--- START ---

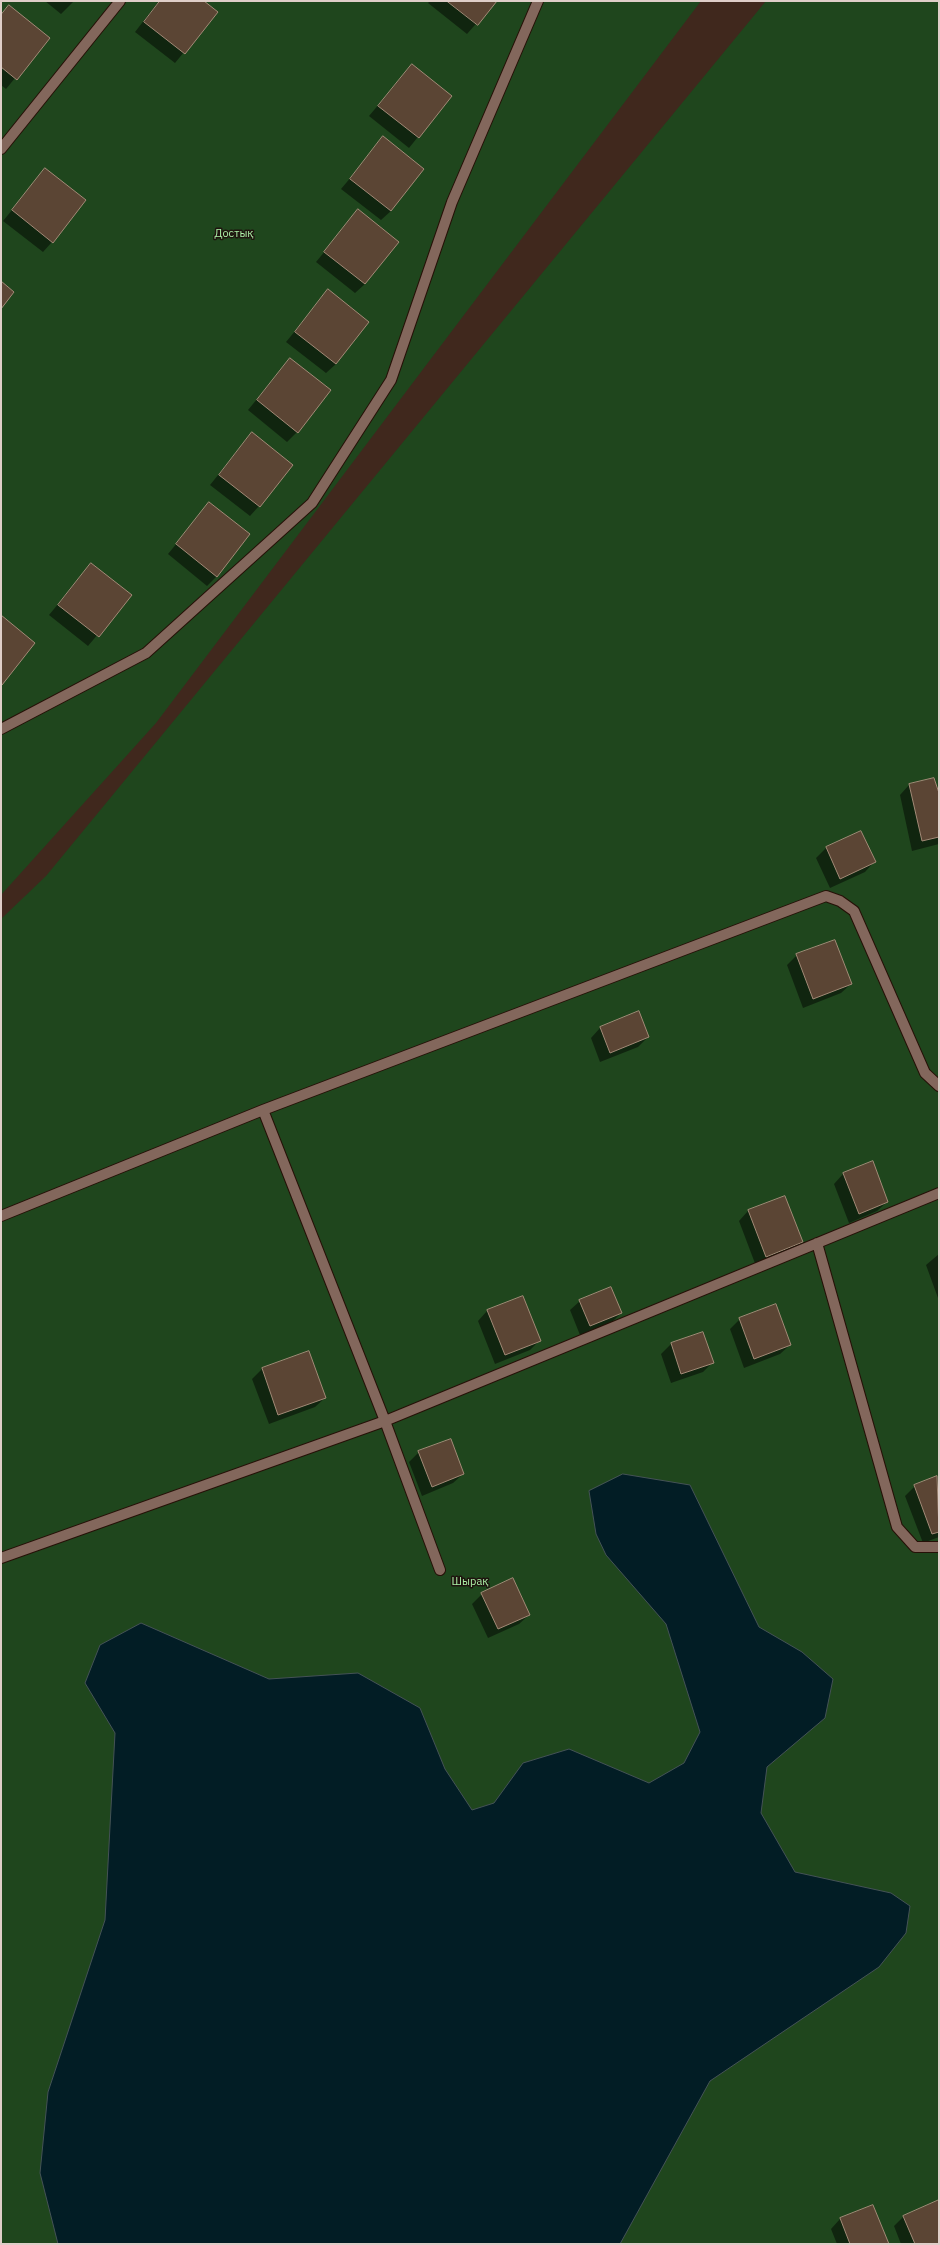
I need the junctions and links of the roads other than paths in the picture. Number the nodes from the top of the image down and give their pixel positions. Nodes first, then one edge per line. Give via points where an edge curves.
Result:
1 (120, 1) edge
2 (538, 1) edge
3 (1, 149) edge
4 (1, 729) edge
5 (939, 1086) edge
6 (263, 1110) junction
7 (939, 1193) edge
8 (1, 1216) edge
9 (817, 1243) junction
10 (385, 1421) junction
11 (939, 1547) edge
12 (1, 1558) edge
13 (440, 1570) dead end

1 - 3 street
2 - 4 street via 452,202 391,380 312,503 146,654
5 - 6 street via 925,1073 854,911 840,901 826,896
6 - 8 street
6 - 10 street
7 - 9 street
9 - 10 street
9 - 11 street via 896,1527 915,1547
10 - 12 street
10 - 13 street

--- END ---

Pictures aren't part of the copy; return each record above exactly.

* _Written response_:
I need the junctions and links of the roads other than paths in the picture. Number the nodes from the top of the image down and give their pixel positions. Nodes first, then one edge per line. Give via points where an edge curves.
Result:
1 (120, 1) edge
2 (538, 1) edge
3 (1, 149) edge
4 (1, 729) edge
5 (939, 1086) edge
6 (263, 1110) junction
7 (939, 1193) edge
8 (1, 1216) edge
9 (817, 1243) junction
10 (385, 1421) junction
11 (939, 1547) edge
12 (1, 1558) edge
13 (440, 1570) dead end

1 - 3 street
2 - 4 street via 452,202 391,380 312,503 146,654
5 - 6 street via 925,1073 854,911 840,901 826,896
6 - 8 street
6 - 10 street
7 - 9 street
9 - 10 street
9 - 11 street via 896,1527 915,1547
10 - 12 street
10 - 13 street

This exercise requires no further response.